**Exercise**
Where does the word "REGINA" appear in the entries below? Copy each line that holds it.

━━━ Material for the task

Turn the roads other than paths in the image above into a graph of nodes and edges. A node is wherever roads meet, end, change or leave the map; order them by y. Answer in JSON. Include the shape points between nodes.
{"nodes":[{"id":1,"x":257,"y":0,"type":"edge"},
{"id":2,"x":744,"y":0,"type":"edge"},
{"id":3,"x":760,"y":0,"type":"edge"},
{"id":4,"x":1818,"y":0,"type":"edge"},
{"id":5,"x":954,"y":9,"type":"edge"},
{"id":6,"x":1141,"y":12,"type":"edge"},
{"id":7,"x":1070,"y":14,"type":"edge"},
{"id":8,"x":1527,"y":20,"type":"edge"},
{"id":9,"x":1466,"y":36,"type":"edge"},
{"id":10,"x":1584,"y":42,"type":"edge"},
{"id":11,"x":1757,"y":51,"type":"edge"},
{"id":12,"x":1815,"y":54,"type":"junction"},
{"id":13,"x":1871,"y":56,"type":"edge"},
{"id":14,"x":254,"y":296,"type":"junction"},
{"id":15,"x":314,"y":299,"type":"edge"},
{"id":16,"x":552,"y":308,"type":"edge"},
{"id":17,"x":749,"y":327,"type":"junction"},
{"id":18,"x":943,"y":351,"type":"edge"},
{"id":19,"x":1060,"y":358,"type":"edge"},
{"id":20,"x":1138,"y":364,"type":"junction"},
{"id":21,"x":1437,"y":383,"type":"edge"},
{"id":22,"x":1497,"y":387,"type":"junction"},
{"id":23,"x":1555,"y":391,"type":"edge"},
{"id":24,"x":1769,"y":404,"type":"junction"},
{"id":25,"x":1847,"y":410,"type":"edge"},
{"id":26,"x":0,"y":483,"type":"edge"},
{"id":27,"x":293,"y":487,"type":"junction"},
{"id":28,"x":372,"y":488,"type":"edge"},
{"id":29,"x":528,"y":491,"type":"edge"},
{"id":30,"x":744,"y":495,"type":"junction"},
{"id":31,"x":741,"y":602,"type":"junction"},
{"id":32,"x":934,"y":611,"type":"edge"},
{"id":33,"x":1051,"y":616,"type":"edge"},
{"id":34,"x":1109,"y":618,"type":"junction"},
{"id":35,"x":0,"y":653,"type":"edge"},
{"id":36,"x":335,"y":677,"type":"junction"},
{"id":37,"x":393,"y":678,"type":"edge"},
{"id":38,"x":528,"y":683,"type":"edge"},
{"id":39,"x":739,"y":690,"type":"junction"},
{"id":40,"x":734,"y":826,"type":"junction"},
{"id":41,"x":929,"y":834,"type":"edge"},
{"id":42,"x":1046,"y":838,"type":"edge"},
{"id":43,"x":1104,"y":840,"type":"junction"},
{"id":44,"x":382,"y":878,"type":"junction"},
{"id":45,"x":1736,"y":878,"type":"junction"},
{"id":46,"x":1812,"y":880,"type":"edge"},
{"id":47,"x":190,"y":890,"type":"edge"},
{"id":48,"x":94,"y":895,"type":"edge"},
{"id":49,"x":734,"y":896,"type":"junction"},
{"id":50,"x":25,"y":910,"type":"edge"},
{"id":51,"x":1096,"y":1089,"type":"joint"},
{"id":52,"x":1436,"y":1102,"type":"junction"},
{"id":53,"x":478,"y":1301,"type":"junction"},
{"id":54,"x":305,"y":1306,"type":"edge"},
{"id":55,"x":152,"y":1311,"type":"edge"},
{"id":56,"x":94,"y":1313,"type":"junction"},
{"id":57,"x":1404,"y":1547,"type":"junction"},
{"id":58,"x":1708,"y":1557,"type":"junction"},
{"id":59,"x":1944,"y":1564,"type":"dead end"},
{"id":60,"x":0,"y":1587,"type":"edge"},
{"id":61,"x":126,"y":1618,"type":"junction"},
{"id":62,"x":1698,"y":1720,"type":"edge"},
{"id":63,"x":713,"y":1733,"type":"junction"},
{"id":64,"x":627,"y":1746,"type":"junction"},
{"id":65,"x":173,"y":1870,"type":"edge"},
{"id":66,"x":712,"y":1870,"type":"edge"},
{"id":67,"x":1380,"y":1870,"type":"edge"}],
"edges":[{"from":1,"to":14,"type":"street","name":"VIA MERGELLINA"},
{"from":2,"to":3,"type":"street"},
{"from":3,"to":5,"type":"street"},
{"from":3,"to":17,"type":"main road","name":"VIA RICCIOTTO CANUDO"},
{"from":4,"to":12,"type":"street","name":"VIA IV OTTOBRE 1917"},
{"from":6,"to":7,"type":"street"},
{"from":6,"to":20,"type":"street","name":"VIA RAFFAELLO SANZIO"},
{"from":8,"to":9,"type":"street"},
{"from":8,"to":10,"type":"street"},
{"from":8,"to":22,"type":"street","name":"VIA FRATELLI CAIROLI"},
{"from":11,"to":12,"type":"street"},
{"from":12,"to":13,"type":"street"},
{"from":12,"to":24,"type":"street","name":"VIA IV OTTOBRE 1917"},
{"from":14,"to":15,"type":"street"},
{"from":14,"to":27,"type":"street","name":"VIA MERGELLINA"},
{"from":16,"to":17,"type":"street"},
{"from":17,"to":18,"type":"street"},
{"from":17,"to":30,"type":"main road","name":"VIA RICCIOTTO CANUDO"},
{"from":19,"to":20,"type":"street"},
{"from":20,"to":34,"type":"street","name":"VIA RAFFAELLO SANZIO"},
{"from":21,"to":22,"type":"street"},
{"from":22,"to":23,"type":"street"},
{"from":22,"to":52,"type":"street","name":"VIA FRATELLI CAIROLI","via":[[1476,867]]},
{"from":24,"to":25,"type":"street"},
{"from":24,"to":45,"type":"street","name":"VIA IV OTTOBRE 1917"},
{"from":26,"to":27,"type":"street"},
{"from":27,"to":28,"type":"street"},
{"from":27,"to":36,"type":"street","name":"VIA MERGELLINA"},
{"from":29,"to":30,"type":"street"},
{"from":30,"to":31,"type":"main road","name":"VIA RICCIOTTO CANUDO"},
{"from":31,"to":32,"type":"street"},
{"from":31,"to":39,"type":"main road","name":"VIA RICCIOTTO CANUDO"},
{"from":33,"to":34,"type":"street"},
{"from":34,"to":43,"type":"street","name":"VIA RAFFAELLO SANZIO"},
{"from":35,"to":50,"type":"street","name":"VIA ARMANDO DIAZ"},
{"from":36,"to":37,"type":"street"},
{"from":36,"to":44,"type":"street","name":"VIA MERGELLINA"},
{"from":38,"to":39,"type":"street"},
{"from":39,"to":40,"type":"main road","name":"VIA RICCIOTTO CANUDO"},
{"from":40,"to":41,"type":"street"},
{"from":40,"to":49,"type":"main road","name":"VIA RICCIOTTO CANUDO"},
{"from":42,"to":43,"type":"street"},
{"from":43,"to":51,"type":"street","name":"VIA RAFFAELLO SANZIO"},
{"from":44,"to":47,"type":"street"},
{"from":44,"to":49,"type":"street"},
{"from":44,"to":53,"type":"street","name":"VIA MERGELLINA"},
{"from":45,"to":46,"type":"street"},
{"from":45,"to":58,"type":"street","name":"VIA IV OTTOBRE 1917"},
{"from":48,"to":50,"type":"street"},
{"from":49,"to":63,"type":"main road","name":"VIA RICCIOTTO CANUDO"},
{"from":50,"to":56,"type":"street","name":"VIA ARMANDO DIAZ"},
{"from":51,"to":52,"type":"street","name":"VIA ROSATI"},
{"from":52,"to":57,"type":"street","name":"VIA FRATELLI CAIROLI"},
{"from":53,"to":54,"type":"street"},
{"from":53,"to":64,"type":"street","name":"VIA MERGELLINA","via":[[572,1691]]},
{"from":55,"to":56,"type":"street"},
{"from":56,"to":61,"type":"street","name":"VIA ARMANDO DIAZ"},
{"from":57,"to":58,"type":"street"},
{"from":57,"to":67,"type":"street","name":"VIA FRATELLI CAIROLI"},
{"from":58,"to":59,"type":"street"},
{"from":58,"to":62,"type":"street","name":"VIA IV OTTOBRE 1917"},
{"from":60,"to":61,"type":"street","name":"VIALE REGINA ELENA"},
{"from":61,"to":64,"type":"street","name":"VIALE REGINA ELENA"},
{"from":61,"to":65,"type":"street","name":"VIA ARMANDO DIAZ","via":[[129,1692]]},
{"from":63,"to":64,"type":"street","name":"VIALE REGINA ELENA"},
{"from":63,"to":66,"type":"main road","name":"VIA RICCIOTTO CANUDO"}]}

━━━━━━

**The answer**
{"from":60,"to":61,"type":"street","name":"VIALE REGINA ELENA"},
{"from":61,"to":64,"type":"street","name":"VIALE REGINA ELENA"},
{"from":63,"to":64,"type":"street","name":"VIALE REGINA ELENA"},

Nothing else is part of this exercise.